Your goal:
Below are records to give again exactly; omit each image they contain.

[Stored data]
************
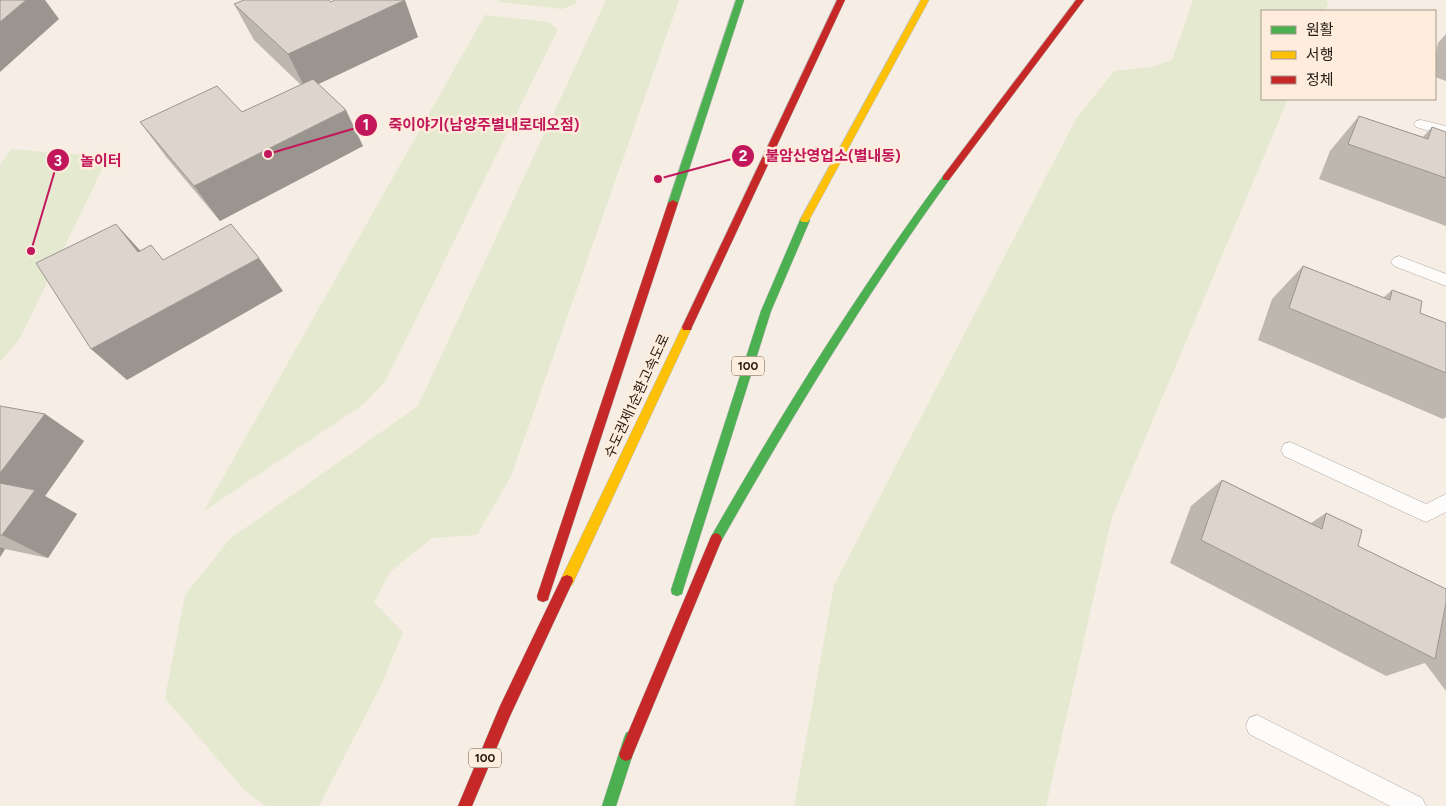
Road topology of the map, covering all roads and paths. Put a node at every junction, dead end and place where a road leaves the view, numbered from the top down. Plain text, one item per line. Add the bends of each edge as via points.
1 (740, 0) edge
2 (841, 0) edge
3 (925, 0) edge
4 (1080, 0) edge
5 (1421, 124) dead end
6 (1446, 131) edge
7 (1399, 262) dead end
8 (1446, 280) edge
9 (1290, 450) dead end
10 (1446, 503) edge
11 (672, 604) dead end
12 (539, 607) dead end
13 (533, 626) dead end
14 (661, 641) dead end
15 (505, 711) junction
16 (1257, 726) dead end
17 (626, 754) junction
18 (465, 806) edge
19 (609, 806) edge
20 (1414, 806) edge

1 - 12 highway
2 - 15 highway, 수도권제1순환고속도로 / 100
3 - 11 highway, 100 via 807,216 766,311
4 - 17 highway via 935,194 828,349 777,431 714,542
5 - 6 lane
7 - 8 lane
9 - 10 lane via 1426,513
13 - 15 highway
14 - 17 highway
15 - 18 highway, 수도권제1순환고속도로 / 100
16 - 20 lane
17 - 19 highway

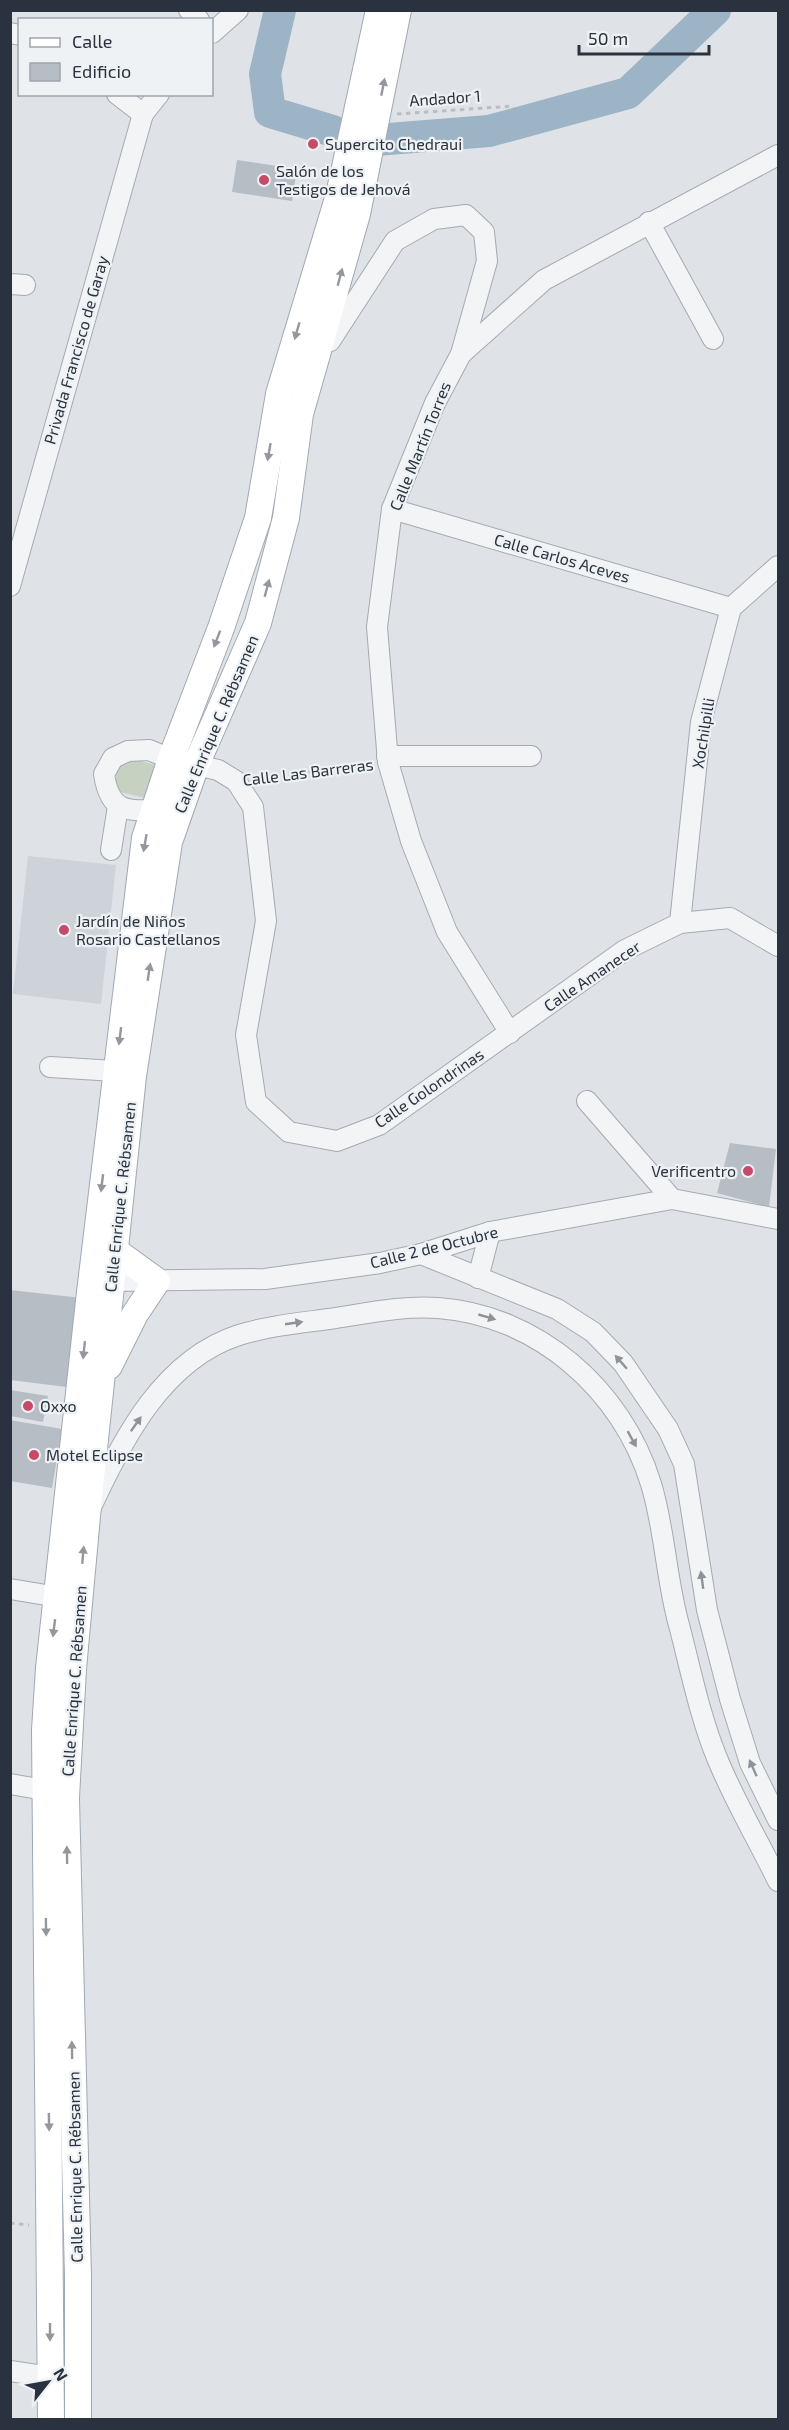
************
Response:
Road topology of the map, covering all roads and paths. Put a node at every junction, dead end and place where a road leaves the view, numbered from the top down. Plain text, one item per line. Add the bends of each edge as via points.
1 (740, 0) edge
2 (841, 0) edge
3 (925, 0) edge
4 (1080, 0) edge
5 (1421, 124) dead end
6 (1446, 131) edge
7 (1399, 262) dead end
8 (1446, 280) edge
9 (1290, 450) dead end
10 (1446, 503) edge
11 (672, 604) dead end
12 (539, 607) dead end
13 (533, 626) dead end
14 (661, 641) dead end
15 (505, 711) junction
16 (1257, 726) dead end
17 (626, 754) junction
18 (465, 806) edge
19 (609, 806) edge
20 (1414, 806) edge

1 - 12 highway
2 - 15 highway, 수도권제1순환고속도로 / 100
3 - 11 highway, 100 via 807,216 766,311
4 - 17 highway via 935,194 828,349 777,431 714,542
5 - 6 lane
7 - 8 lane
9 - 10 lane via 1426,513
13 - 15 highway
14 - 17 highway
15 - 18 highway, 수도권제1순환고속도로 / 100
16 - 20 lane
17 - 19 highway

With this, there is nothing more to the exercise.